Exit 8
- 11 minutes ago
- 2 min read

Turn Back. Turn Back! Turn Back!!! I found myself talking out loud in a packed theater as our witless protagonist, The Lost Man (Kazunari Ninomiya), wanders the white-tiled corridors of a Tokyo train station. Caught in a living existential nightmare, he traverses the halls in a desperate attempt to find the exit, only to be confronted with a dubious game: spot the anomaly or start again.
While I'm not familiar with the video game it's based on, I caught on quickly to the rules while Lost Man lagged behind. And as a true horror fan, my eyes were quick to dart around the screen looking for trouble, like a bleeding wall, a sign that our frustrating protagonist barely registers as odd. The sound design and lighting add to the very simple set and proceedings before hell breaks loose with some terrifying segments.
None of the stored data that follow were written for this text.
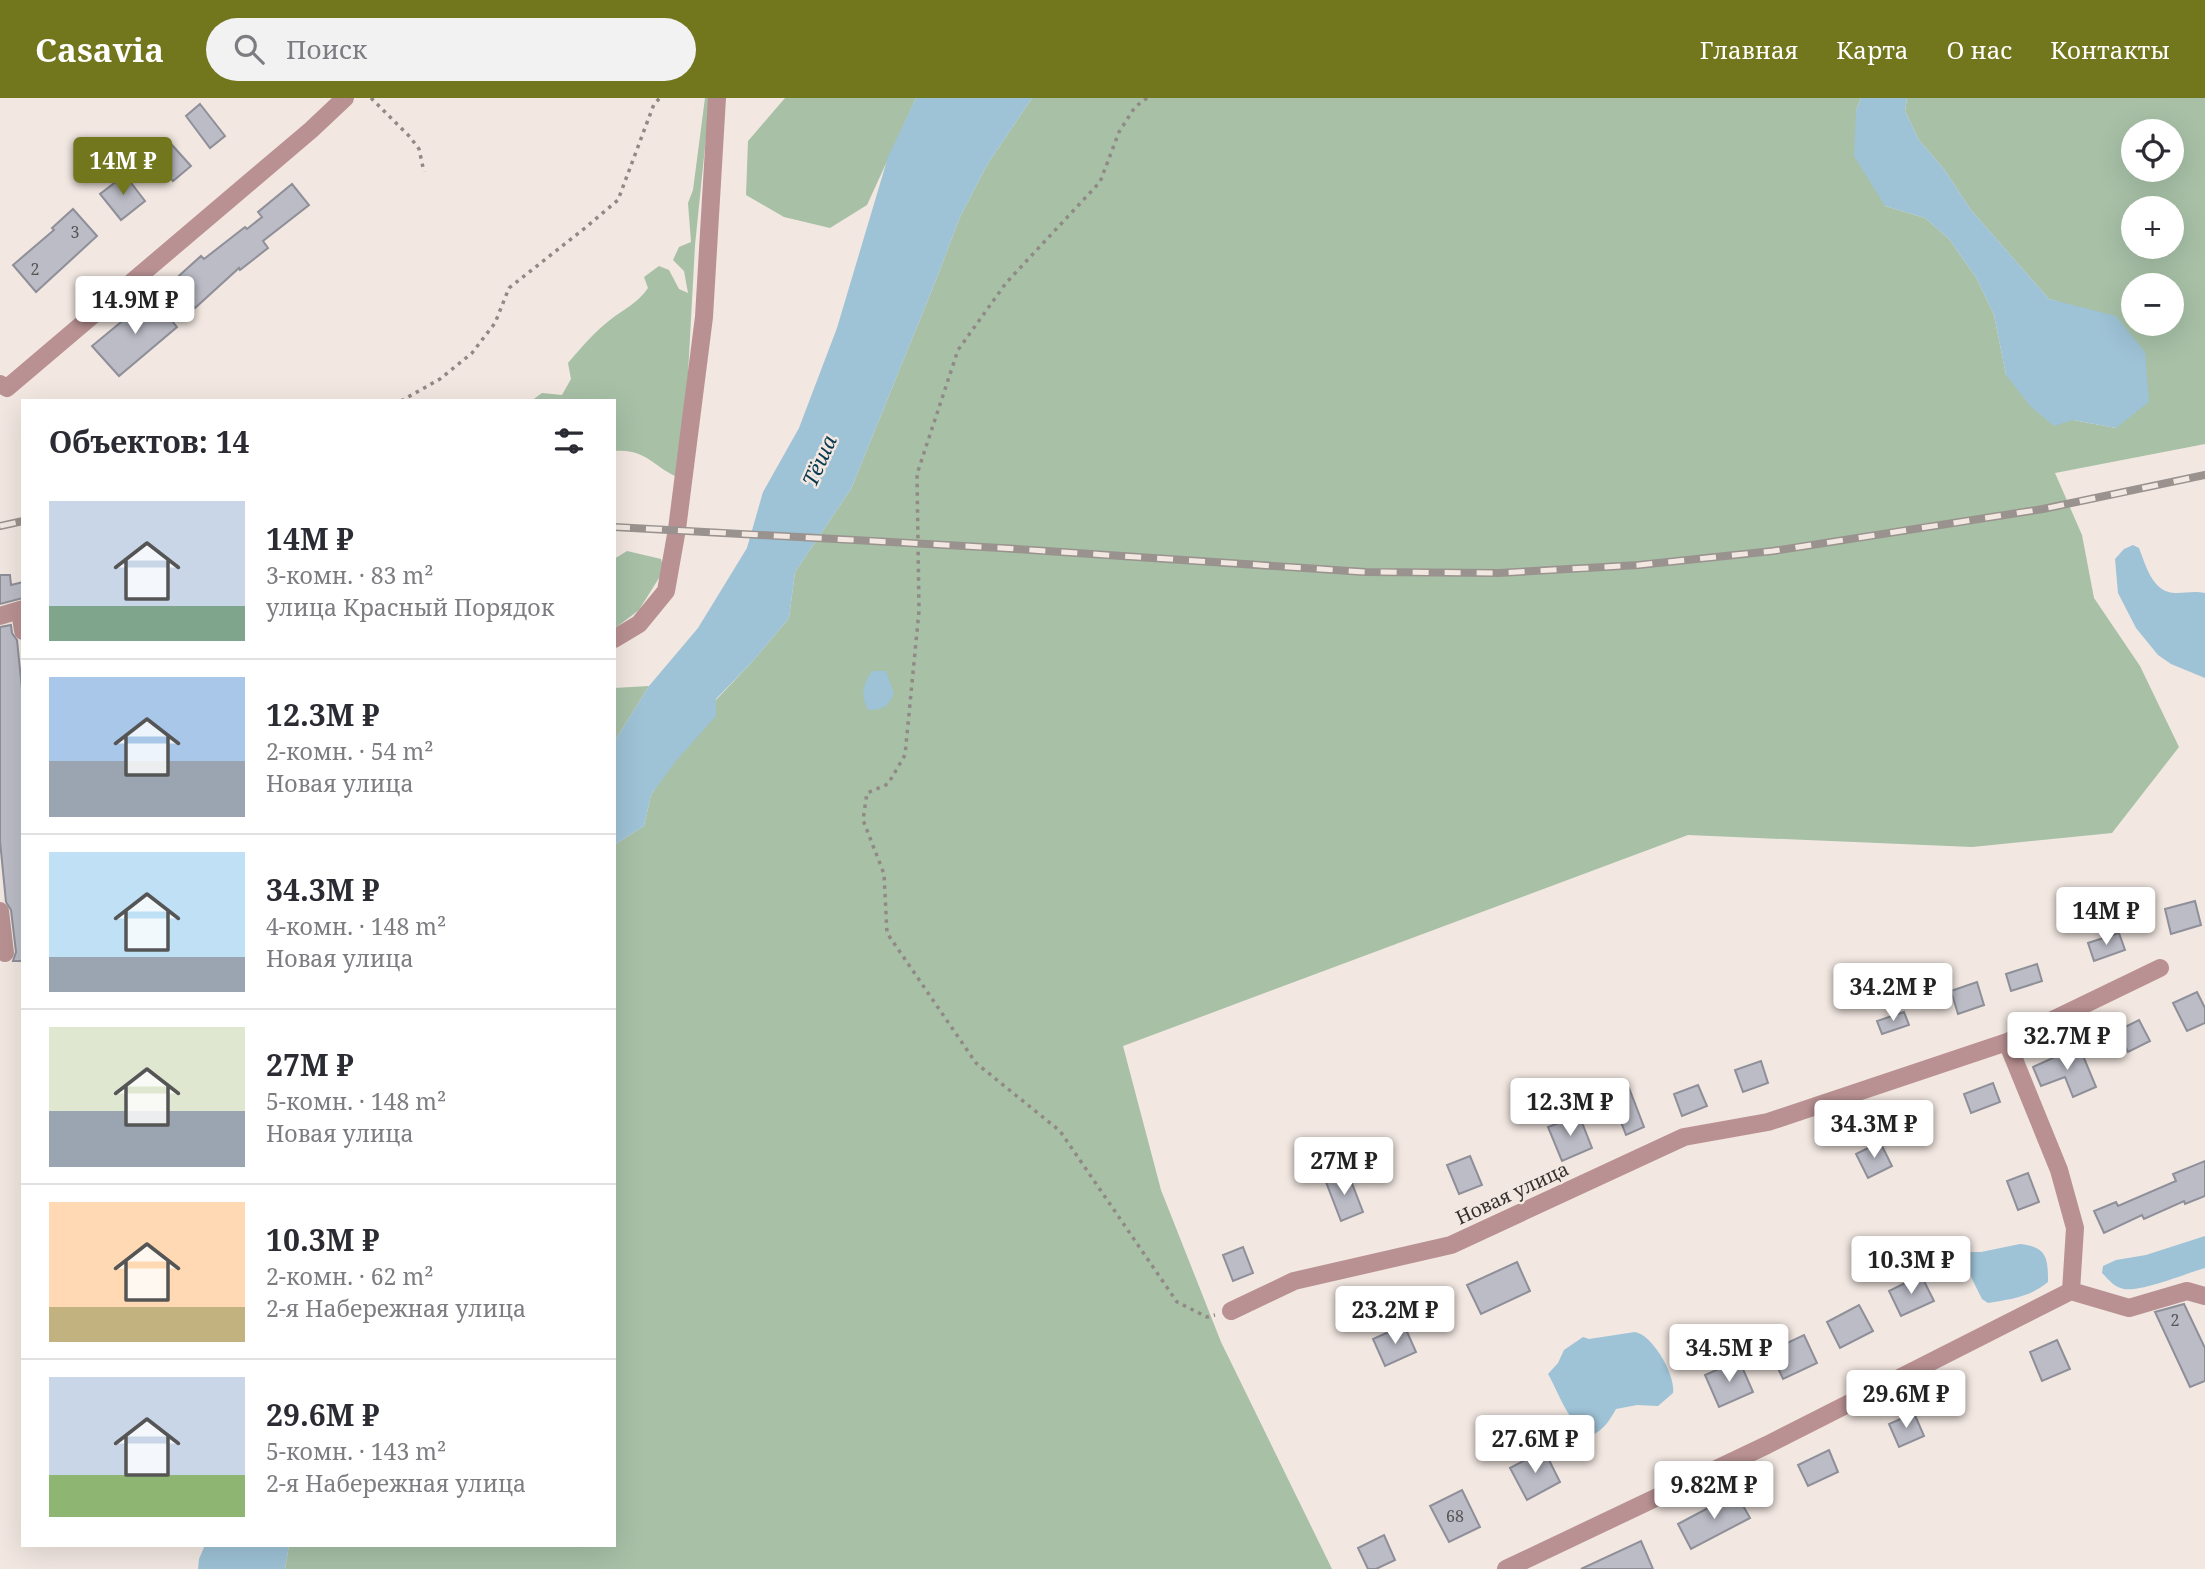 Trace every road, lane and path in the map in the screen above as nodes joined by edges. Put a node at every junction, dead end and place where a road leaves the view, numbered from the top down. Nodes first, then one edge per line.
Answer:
1 (345, 98) edge
2 (371, 98) edge
3 (660, 98) edge
4 (717, 98) edge
5 (1147, 98) edge
6 (424, 172) dead end
7 (4, 386) edge
8 (405, 399) edge
9 (21, 610) edge
10 (0, 615) edge
11 (616, 638) edge
12 (0, 911) edge
13 (9, 953) edge
14 (2160, 968) dead end
15 (2007, 1042) junction
16 (2071, 1291) junction
17 (2205, 1296) edge
18 (1231, 1311) joint
19 (1506, 1569) edge

1 - 7 street
2 - 6 path
3 - 8 path
4 - 11 street
5 - 18 path
9 - 10 street
12 - 13 street
14 - 15 street, Новая улица
15 - 16 street
15 - 18 street, Новая улица
16 - 17 street
16 - 19 street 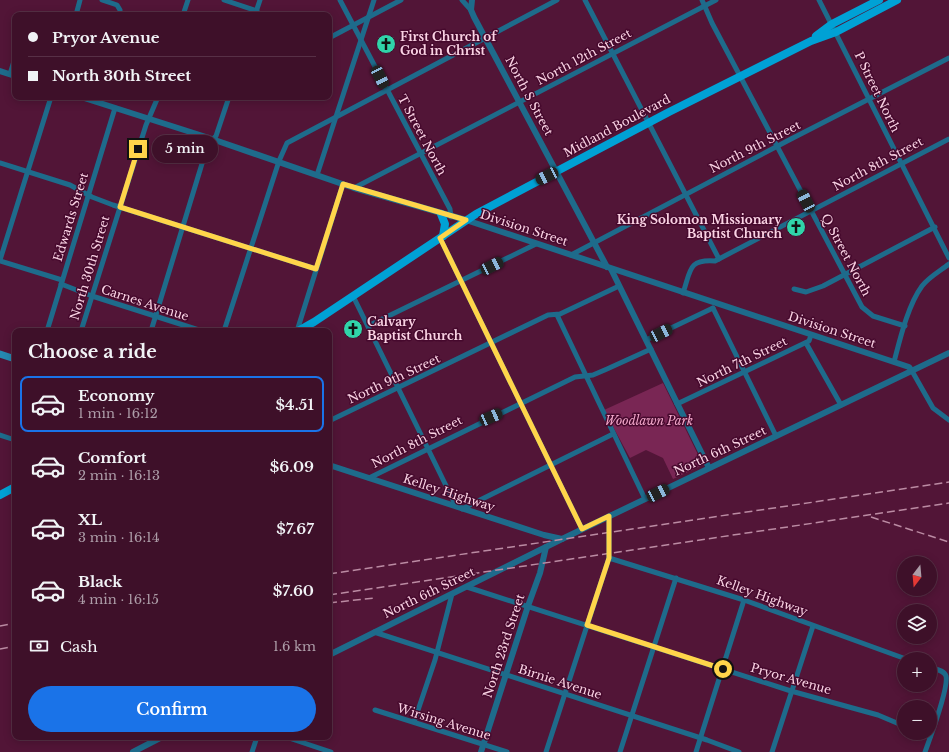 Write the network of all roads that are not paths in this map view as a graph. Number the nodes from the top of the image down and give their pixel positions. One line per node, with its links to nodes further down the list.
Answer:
1 (80, 0): 20 (street)
2 (102, 0): 21 (street)
3 (188, 0): 22 (street)
4 (224, 0): 23 (street)
5 (260, 0): 24 (street)
6 (340, 0): 27 (street, T Street North)
7 (374, 0): 25 (street)
8 (401, 0): 25 (street)
9 (462, 0): 19 (street, North S Street)
10 (472, 0): 19 (street)
11 (556, 0): 30 (street)
12 (585, 0): 33 (street)
13 (702, 0): 18 (street, Q Street North)
14 (716, 0): 18 (street, North 12th Street)
15 (819, 0): 26 (street, P Street North)
16 (879, 0): 26 (main road, Midland Boulevard)
17 (897, 0): 28 (main road, Midland Boulevard)
18 (705, 6): 33 (street, North 12th Street); 37 (street, Q Street North)
19 (471, 10): 30 (street, North S Street)
20 (77, 12)
21 (120, 12)
22 (184, 12)
23 (254, 12)
24 (256, 12)
25 (368, 17): 27 (street); 31 (street)
26 (832, 24): 28 (street, P Street North); 32 (main road, Midland Boulevard)
27 (354, 25): 29 (street); 31 (street, T Street North)
28 (836, 32): 32 (main road, Midland Boulevard); 43 (street, P Street North)
29 (332, 36)
30 (485, 37): 38 (street); 44 (street, North S Street)
31 (361, 40): 38 (street, T Street North); 46 (street)
32 (811, 41): 37 (main road, Midland Boulevard)
33 (611, 53): 44 (street, North 12th Street); 48 (street)
34 (949, 58): 43 (street, North 9th Street)
35 (0, 71): 36 (street)
36 (12, 75)
37 (740, 76): 48 (main road, Midland Boulevard); 51 (street, Q Street North)
38 (387, 89): 46 (street); 52 (street, T Street North)
39 (50, 100): 57 (street)
40 (90, 100): 45 (street, Division Street)
41 (157, 100): 47 (street, North 30th Street)
42 (228, 100): 50 (street)
43 (870, 100): 51 (street, North 9th Street); 55 (street, P Street North)
44 (520, 102): 52 (street, North 12th Street); 56 (street, North S Street)
45 (115, 108): 47 (street, Division Street); 62 (street, Edwards Street)
46 (336, 116): 53 (street); 58 (street)
47 (149, 119): 50 (street, Division Street); 63 (street, North 30th Street)
48 (648, 124): 56 (main road, Midland Boulevard); 61 (street)
49 (949, 138): 55 (street, North 8th Street)
50 (213, 140): 53 (street, Division Street); 68 (street)
51 (777, 147): 61 (street, North 9th Street); 64 (street, Q Street North)
52 (420, 153): 60 (street, North 12th Street); 66 (street, T Street North)
53 (279, 161): 58 (street, Division Street); 73 (street)
54 (0, 163): 57 (street)
55 (902, 163): 64 (street, North 8th Street); 69 (street, P Street North)
56 (557, 171): 67 (main road, Midland Boulevard); 71 (street, North S Street)
57 (28, 172): 62 (street); 77 (street)
58 (317, 175): 59 (street, Division Street)
59 (343, 184): 60 (street, Division Street); 80 (street)
60 (354, 188): 65 (street, Division Street)
61 (685, 194): 71 (street, North 9th Street); 76 (street)
62 (88, 195): 63 (street); 83 (street, Edwards Street)
63 (120, 207): 68 (street); 87 (street, North 30th Street)
64 (811, 211): 76 (street, North 8th Street); 81 (street, Q Street North)
65 (441, 214): 66 (street, Division Street); 70 (main road)
66 (451, 217): 67 (street, Division Street)
67 (466, 220): 70 (main road, Midland Boulevard); 72 (street, Division Street)
68 (184, 227): 73 (street); 91 (street)
69 (935, 227): 75 (street, P Street North); 81 (street)
70 (441, 237): 82 (street); 88 (main road, Midland Boulevard)
71 (594, 243): 74 (street, North 9th Street); 79 (street, North S Street)
72 (536, 244): 74 (street, Division Street); 82 (street)
73 (250, 248): 80 (street); 98 (street)
74 (571, 255): 79 (street, Division Street)
75 (949, 258)
76 (719, 259): 86 (street, North 8th Street)
77 (0, 260): 83 (street, Carnes Avenue)
78 (949, 264): 93 (street)
79 (609, 268): 84 (street, North S Street); 86 (street, Division Street)
80 (316, 269): 99 (street)
81 (845, 275): 85 (street); 93 (street, Q Street North)
82 (461, 281): 92 (street); 103 (street)
83 (62, 282): 87 (street, Carnes Avenue); 94 (street, Edwards Street)
84 (620, 286): 90 (street, North 9th Street); 102 (street, North S Street)
85 (794, 290)
86 (683, 293): 89 (street, Division Street)
87 (92, 296): 91 (street, Carnes Avenue); 95 (street, North 30th Street)
88 (353, 296): 92 (street); 100 (main road, Midland Boulevard)
89 (714, 306): 101 (street, Division Street); 102 (street); 110 (street)
90 (557, 315): 103 (street, North 9th Street); 112 (street)
91 (156, 317): 96 (street); 97 (street, Carnes Avenue)
92 (368, 326): 113 (street)
93 (905, 326): 109 (street)
94 (48, 328)
95 (82, 328)
96 (152, 328)
97 (192, 328)
98 (225, 328)
99 (298, 328)
100 (302, 328)
101 (811, 334): 104 (street, North 7th Street); 109 (street, Division Street)
102 (646, 340): 105 (street, North S Street)
103 (491, 343): 113 (street, North 9th Street); 114 (street)
104 (806, 343): 110 (street, North 7th Street); 116 (street)
105 (650, 349): 112 (street, North 8th Street); 115 (street, North S Street)
106 (949, 353): 111 (street, North 6th Street)
107 (0, 354): 108 (main road)
108 (12, 358)
109 (894, 362): 111 (street, Division Street)
110 (745, 371): 115 (street, North 7th Street); 121 (street)
111 (912, 371): 116 (street, North 6th Street); 118 (street)
112 (586, 376): 114 (street, North 8th Street); 119 (street)
113 (398, 388): 117 (street, North 9th Street); 123 (street)
114 (521, 403): 123 (street, North 8th Street); 124 (street)
115 (677, 404): 126 (street, North S Street)
116 (841, 405): 121 (street, North 6th Street)
117 (332, 420)
118 (949, 420)
119 (613, 434): 124 (street); 130 (street)
120 (0, 435): 122 (street)
121 (776, 436): 126 (street, North 6th Street)
122 (12, 439)
123 (428, 448): 127 (street, North 8th Street); 131 (street)
124 (551, 465): 132 (street); 134 (street)
125 (332, 466): 127 (street, Kelley Highway)
126 (709, 468): 130 (street, North 6th Street)
127 (369, 478): 131 (street, Kelley Highway)
128 (12, 489): 129 (main road)
129 (0, 495)
130 (645, 499): 133 (street, North 6th Street)
131 (456, 506): 132 (street, Kelley Highway)
132 (462, 508): 135 (street, Kelley Highway)
133 (609, 516): 134 (street, North 6th Street); 137 (street)
134 (582, 529): 135 (street, North 6th Street)
135 (562, 539): 136 (street, North 6th Street)
136 (546, 547): 139 (street, North 6th Street); 142 (street, North 23rd Street)
137 (609, 556): 138 (street, Kelley Highway); 143 (street)
138 (676, 578): 141 (street, Kelley Highway); 146 (street)
139 (467, 587): 140 (street, North 6th Street); 142 (street, Pryor Avenue)
140 (452, 594): 145 (street, North 6th Street); 148 (street)
141 (744, 600): 144 (street, Kelley Highway); 150 (street)
142 (528, 606): 143 (street, Pryor Avenue); 152 (street, North 23rd Street)
143 (587, 625): 146 (street, Pryor Avenue); 154 (street)
144 (813, 626): 149 (street, Kelley Highway); 153 (street)
145 (374, 632): 147 (street, North 6th Street); 148 (street, Birnie Avenue)
146 (654, 647): 150 (street, Pryor Avenue); 156 (street)
147 (332, 653)
148 (436, 653): 152 (street, Birnie Avenue); 158 (street)
149 (897, 656)
150 (723, 669): 153 (street, Pryor Avenue); 160 (street)
151 (937, 670): 157 (street)
152 (506, 675): 154 (street, Birnie Avenue); 165 (street, North 23rd Street)
153 (791, 691): 159 (street, Pryor Avenue); 175 (street)
154 (565, 694): 156 (street, Birnie Avenue); 171 (street)
155 (374, 710): 158 (street, Wirsing Avenue)
156 (631, 716): 160 (street, Birnie Avenue); 172 (street)
157 (937, 716)
158 (414, 722): 165 (street, Wirsing Avenue)
159 (897, 723)
160 (700, 738): 173 (street); 174 (street, Birnie Avenue)
161 (156, 740): 166 (street)
162 (256, 740): 167 (street)
163 (295, 740): 168 (street)
164 (929, 740): 176 (street)
165 (483, 744): 169 (street, North 23rd Street); 170 (street, Wirsing Avenue)
166 (133, 752)
167 (252, 752)
168 (331, 752)
169 (481, 752)
170 (507, 752)
171 (546, 752)
172 (620, 752)
173 (696, 752)
174 (739, 752)
175 (772, 752)
176 (925, 752)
It's actually quite an odd and repetitive setup for a narrative movie, and yet somehow engaging. As the turns lead towards darker shenanigans, other players emerge to expand the universe and its laws. Like many horror films, if you follow the rules, you're likely to get out alive. Lost Man's frustration with life keeps him from truly seeing what's in front of him, trapping him in a stagnant loop even before entering this one. It's Ninomiya's emotional performance that keeps us engaged. Credit to the writing, directing, and editing as well. Just as the repetition threatens to lag, something happens. It's perfectly orchestrated.
Liminal horror is clearly the new subgenre to watch. Between Skinamarink (2023), Vivarium (2020), and the upcoming Backrooms (2026), this focus on unsettling, unpopulated spaces that seem to exist just outside of normal time and space is a curious beast. All these movies seem animated by a sentient consciousness conjuring these worlds. Liminal horror is in many ways an offshoot of cosmic horror, one of the most dreadful and quietly unnerving genres. Exit 8 now stands as a shining example of how a movie can be both repetitive and utterly terrifying.